Of course there are many kinds of listening. An advertising executive will listen to the public in order to sell a product; a celebrity will listen to fans in order to receive flattery; a torturer will listen to a prisoner in order better to understand what causes pain. We have in mind what a Buddhist might call wise and compassionate listening. When this listening is responsive to another person, it is gentle and non-violent. It is guided, not by the aim of conquering or controlling, but by the aim of being with another in a sensitive way, and of responding with wisdom and compassion.

Understood in this way, then, listening is not simply a matter of the ears. It can also occur through touch, sight, smell, and sound; and it can be guided by intuition, imagination, and reason. When a nurse gently binds the wound of a person who is injured, she is listening with her hands; when a businessman calculates the possible outcomes of a business decision with an eye to serving the poor, he is listening with his reason. There are many ways to listen and there are many kinds of listeners. People who do not hear very well can listen very deeply; and people with perfect hearing can fail to listen.
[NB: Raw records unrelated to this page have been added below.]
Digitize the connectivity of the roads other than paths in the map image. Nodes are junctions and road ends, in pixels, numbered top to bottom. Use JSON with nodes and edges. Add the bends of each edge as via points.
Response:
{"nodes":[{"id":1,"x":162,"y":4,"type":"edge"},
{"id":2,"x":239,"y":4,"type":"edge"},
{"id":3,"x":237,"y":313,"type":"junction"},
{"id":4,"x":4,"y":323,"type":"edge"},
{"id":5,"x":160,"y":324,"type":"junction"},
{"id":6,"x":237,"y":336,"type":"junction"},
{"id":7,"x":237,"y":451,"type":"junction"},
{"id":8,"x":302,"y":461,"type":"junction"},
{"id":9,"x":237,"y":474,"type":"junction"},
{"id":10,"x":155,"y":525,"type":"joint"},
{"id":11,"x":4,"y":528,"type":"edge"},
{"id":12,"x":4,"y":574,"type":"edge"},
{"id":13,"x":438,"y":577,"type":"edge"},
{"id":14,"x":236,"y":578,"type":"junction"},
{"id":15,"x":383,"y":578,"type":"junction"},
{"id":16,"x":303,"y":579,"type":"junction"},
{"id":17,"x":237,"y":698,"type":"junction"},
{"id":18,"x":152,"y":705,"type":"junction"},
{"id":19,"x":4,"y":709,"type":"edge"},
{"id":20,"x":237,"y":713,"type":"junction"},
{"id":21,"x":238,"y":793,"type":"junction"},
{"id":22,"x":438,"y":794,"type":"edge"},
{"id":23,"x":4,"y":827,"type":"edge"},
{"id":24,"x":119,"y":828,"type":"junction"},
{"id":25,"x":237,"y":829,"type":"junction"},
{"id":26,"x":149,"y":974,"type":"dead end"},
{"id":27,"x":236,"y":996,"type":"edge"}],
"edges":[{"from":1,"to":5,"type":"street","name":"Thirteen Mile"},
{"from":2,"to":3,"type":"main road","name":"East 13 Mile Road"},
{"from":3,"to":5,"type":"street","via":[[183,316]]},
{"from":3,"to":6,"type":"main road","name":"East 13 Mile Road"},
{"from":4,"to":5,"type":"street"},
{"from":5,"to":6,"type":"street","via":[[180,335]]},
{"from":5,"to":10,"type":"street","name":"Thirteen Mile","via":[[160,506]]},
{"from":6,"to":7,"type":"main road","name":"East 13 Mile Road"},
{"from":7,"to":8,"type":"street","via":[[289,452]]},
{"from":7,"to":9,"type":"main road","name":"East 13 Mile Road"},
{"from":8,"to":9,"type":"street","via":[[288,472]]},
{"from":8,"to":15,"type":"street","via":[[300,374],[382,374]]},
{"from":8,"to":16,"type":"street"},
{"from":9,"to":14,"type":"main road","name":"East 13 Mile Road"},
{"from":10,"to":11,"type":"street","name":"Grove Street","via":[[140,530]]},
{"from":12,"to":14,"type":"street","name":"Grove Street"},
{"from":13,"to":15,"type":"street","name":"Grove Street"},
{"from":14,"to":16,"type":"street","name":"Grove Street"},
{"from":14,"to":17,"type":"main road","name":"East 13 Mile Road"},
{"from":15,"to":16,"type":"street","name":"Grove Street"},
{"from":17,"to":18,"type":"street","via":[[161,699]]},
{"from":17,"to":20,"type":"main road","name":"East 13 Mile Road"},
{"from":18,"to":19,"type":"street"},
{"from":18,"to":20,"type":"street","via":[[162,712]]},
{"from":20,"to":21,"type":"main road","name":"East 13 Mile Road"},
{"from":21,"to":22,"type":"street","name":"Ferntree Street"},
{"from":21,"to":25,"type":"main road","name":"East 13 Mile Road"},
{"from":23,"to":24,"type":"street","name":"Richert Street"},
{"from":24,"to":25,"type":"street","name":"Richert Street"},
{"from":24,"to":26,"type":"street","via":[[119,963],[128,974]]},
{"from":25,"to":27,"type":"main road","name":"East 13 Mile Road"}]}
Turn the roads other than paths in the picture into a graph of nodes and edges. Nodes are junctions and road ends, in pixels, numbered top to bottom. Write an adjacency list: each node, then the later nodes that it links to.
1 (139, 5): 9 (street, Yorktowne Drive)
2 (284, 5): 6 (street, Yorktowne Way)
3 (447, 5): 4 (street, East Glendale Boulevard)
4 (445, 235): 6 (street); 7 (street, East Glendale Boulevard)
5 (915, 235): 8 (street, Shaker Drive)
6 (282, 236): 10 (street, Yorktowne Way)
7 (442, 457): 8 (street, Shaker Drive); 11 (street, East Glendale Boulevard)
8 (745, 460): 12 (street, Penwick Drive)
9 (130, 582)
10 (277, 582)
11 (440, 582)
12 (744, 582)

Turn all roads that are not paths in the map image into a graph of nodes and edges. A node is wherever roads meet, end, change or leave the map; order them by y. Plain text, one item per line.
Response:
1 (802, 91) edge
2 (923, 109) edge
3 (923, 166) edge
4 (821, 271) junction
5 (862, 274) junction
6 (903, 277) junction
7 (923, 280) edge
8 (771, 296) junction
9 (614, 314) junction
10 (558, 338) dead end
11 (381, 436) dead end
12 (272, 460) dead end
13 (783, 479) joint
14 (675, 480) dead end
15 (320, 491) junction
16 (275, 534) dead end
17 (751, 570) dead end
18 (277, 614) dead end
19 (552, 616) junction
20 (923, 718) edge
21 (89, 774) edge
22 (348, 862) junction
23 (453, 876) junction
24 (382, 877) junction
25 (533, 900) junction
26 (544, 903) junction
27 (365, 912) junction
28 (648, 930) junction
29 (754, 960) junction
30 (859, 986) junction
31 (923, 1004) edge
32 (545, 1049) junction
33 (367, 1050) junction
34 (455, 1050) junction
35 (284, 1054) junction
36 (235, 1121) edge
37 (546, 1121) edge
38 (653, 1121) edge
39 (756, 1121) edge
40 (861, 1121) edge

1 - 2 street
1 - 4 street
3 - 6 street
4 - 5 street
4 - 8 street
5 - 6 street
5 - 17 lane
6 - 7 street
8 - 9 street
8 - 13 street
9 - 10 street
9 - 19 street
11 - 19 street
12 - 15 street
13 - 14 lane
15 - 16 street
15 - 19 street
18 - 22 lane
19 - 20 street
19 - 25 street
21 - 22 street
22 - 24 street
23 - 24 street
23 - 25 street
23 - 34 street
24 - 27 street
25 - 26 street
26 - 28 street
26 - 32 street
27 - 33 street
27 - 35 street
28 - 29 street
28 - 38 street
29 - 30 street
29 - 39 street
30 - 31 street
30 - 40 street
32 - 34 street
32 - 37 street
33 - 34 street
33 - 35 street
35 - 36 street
When we truly listen to others, we are not self-preoccupied or anxious. We are not even aware of ourselves because we are absorbed in who they are, in what they are saying, in how they present themselves. From our side of things we become them for that moment, not unlike the way in which we become music when we listen to music we love. And so it is that God becomes the world, moment by moment. At least this is how Whitehead saw things. For him God is not different from the act of listening to the world and sharing in its sufferings. God is the act of listening. Thus we can speak of God as the Deep Listening, everywhere at once, both witness to, and sharing in, all the sufferings of the world. Like Christ; like Kuan Yin. When we listen to others in caring ways, we become their ears and hearts. People meet them through us. “When I was hungry you gave me food, when I was lonely you listened to me.”